MATERIALS PROVIDED:

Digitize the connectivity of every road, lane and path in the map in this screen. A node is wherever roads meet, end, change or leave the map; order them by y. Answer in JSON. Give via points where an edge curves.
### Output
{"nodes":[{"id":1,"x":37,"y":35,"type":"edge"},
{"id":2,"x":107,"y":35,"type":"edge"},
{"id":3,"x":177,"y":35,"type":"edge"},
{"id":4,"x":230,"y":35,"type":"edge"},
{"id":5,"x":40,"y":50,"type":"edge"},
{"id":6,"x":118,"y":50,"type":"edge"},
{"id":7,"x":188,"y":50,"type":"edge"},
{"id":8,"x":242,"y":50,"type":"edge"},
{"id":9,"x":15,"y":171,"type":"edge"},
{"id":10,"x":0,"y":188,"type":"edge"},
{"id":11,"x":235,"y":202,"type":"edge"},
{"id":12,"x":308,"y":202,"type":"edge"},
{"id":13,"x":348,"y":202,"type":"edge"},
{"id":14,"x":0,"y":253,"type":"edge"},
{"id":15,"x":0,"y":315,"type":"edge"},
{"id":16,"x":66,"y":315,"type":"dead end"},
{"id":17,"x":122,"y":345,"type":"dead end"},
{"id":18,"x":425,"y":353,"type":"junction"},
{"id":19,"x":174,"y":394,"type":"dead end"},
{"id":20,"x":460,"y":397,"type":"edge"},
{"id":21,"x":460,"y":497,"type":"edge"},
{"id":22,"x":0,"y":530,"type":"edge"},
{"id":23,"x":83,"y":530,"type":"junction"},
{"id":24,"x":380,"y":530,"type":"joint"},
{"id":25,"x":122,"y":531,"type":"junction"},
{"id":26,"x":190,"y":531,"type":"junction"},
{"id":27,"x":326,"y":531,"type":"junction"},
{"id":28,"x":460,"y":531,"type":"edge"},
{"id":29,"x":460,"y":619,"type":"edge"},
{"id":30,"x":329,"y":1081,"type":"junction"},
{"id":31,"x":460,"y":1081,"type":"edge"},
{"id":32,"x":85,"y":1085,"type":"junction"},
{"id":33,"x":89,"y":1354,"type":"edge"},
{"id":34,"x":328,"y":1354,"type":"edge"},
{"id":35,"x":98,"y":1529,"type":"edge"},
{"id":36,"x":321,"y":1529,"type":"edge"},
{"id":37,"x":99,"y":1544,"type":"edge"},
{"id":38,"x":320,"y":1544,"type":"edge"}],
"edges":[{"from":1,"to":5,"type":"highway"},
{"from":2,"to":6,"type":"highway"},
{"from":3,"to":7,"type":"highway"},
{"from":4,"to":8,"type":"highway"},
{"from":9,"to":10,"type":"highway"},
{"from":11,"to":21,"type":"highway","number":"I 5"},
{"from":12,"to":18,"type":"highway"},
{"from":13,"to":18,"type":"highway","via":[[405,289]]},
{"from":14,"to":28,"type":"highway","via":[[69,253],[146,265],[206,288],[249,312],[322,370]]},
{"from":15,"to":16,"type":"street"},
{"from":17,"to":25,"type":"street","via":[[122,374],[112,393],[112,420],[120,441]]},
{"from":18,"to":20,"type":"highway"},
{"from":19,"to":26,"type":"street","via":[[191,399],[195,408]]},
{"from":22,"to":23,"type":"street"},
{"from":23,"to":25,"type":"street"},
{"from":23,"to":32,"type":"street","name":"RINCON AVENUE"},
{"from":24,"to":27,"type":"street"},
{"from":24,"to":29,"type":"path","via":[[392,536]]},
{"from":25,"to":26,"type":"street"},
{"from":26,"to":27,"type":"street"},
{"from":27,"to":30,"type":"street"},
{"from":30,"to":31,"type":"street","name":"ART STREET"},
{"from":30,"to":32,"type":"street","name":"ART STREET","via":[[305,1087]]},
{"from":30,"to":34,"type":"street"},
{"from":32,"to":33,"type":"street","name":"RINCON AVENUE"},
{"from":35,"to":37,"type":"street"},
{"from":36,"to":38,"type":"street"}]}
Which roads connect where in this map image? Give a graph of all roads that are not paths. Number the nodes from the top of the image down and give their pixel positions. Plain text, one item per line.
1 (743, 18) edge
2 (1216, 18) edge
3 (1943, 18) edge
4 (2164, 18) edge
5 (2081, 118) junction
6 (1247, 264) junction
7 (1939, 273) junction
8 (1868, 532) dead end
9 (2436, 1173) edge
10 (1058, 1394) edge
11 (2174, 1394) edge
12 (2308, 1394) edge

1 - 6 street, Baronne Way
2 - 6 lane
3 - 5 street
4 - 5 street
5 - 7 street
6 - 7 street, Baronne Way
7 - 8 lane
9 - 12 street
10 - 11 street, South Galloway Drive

TASK PROMPT: The task requires an exact copy of all the lines above.

SOLUTION BELOW:
Digitize the connectivity of every road, lane and path in the map in this screen. A node is wherever roads meet, end, change or leave the map; order them by y. Answer in JSON. Give via points where an edge curves.
### Output
{"nodes":[{"id":1,"x":37,"y":35,"type":"edge"},
{"id":2,"x":107,"y":35,"type":"edge"},
{"id":3,"x":177,"y":35,"type":"edge"},
{"id":4,"x":230,"y":35,"type":"edge"},
{"id":5,"x":40,"y":50,"type":"edge"},
{"id":6,"x":118,"y":50,"type":"edge"},
{"id":7,"x":188,"y":50,"type":"edge"},
{"id":8,"x":242,"y":50,"type":"edge"},
{"id":9,"x":15,"y":171,"type":"edge"},
{"id":10,"x":0,"y":188,"type":"edge"},
{"id":11,"x":235,"y":202,"type":"edge"},
{"id":12,"x":308,"y":202,"type":"edge"},
{"id":13,"x":348,"y":202,"type":"edge"},
{"id":14,"x":0,"y":253,"type":"edge"},
{"id":15,"x":0,"y":315,"type":"edge"},
{"id":16,"x":66,"y":315,"type":"dead end"},
{"id":17,"x":122,"y":345,"type":"dead end"},
{"id":18,"x":425,"y":353,"type":"junction"},
{"id":19,"x":174,"y":394,"type":"dead end"},
{"id":20,"x":460,"y":397,"type":"edge"},
{"id":21,"x":460,"y":497,"type":"edge"},
{"id":22,"x":0,"y":530,"type":"edge"},
{"id":23,"x":83,"y":530,"type":"junction"},
{"id":24,"x":380,"y":530,"type":"joint"},
{"id":25,"x":122,"y":531,"type":"junction"},
{"id":26,"x":190,"y":531,"type":"junction"},
{"id":27,"x":326,"y":531,"type":"junction"},
{"id":28,"x":460,"y":531,"type":"edge"},
{"id":29,"x":460,"y":619,"type":"edge"},
{"id":30,"x":329,"y":1081,"type":"junction"},
{"id":31,"x":460,"y":1081,"type":"edge"},
{"id":32,"x":85,"y":1085,"type":"junction"},
{"id":33,"x":89,"y":1354,"type":"edge"},
{"id":34,"x":328,"y":1354,"type":"edge"},
{"id":35,"x":98,"y":1529,"type":"edge"},
{"id":36,"x":321,"y":1529,"type":"edge"},
{"id":37,"x":99,"y":1544,"type":"edge"},
{"id":38,"x":320,"y":1544,"type":"edge"}],
"edges":[{"from":1,"to":5,"type":"highway"},
{"from":2,"to":6,"type":"highway"},
{"from":3,"to":7,"type":"highway"},
{"from":4,"to":8,"type":"highway"},
{"from":9,"to":10,"type":"highway"},
{"from":11,"to":21,"type":"highway","number":"I 5"},
{"from":12,"to":18,"type":"highway"},
{"from":13,"to":18,"type":"highway","via":[[405,289]]},
{"from":14,"to":28,"type":"highway","via":[[69,253],[146,265],[206,288],[249,312],[322,370]]},
{"from":15,"to":16,"type":"street"},
{"from":17,"to":25,"type":"street","via":[[122,374],[112,393],[112,420],[120,441]]},
{"from":18,"to":20,"type":"highway"},
{"from":19,"to":26,"type":"street","via":[[191,399],[195,408]]},
{"from":22,"to":23,"type":"street"},
{"from":23,"to":25,"type":"street"},
{"from":23,"to":32,"type":"street","name":"RINCON AVENUE"},
{"from":24,"to":27,"type":"street"},
{"from":24,"to":29,"type":"path","via":[[392,536]]},
{"from":25,"to":26,"type":"street"},
{"from":26,"to":27,"type":"street"},
{"from":27,"to":30,"type":"street"},
{"from":30,"to":31,"type":"street","name":"ART STREET"},
{"from":30,"to":32,"type":"street","name":"ART STREET","via":[[305,1087]]},
{"from":30,"to":34,"type":"street"},
{"from":32,"to":33,"type":"street","name":"RINCON AVENUE"},
{"from":35,"to":37,"type":"street"},
{"from":36,"to":38,"type":"street"}]}
Which roads connect where in this map image? Give a graph of all roads that are not paths. Number the nodes from the top of the image down and give their pixel positions. Plain text, one item per line.
1 (743, 18) edge
2 (1216, 18) edge
3 (1943, 18) edge
4 (2164, 18) edge
5 (2081, 118) junction
6 (1247, 264) junction
7 (1939, 273) junction
8 (1868, 532) dead end
9 (2436, 1173) edge
10 (1058, 1394) edge
11 (2174, 1394) edge
12 (2308, 1394) edge

1 - 6 street, Baronne Way
2 - 6 lane
3 - 5 street
4 - 5 street
5 - 7 street
6 - 7 street, Baronne Way
7 - 8 lane
9 - 12 street
10 - 11 street, South Galloway Drive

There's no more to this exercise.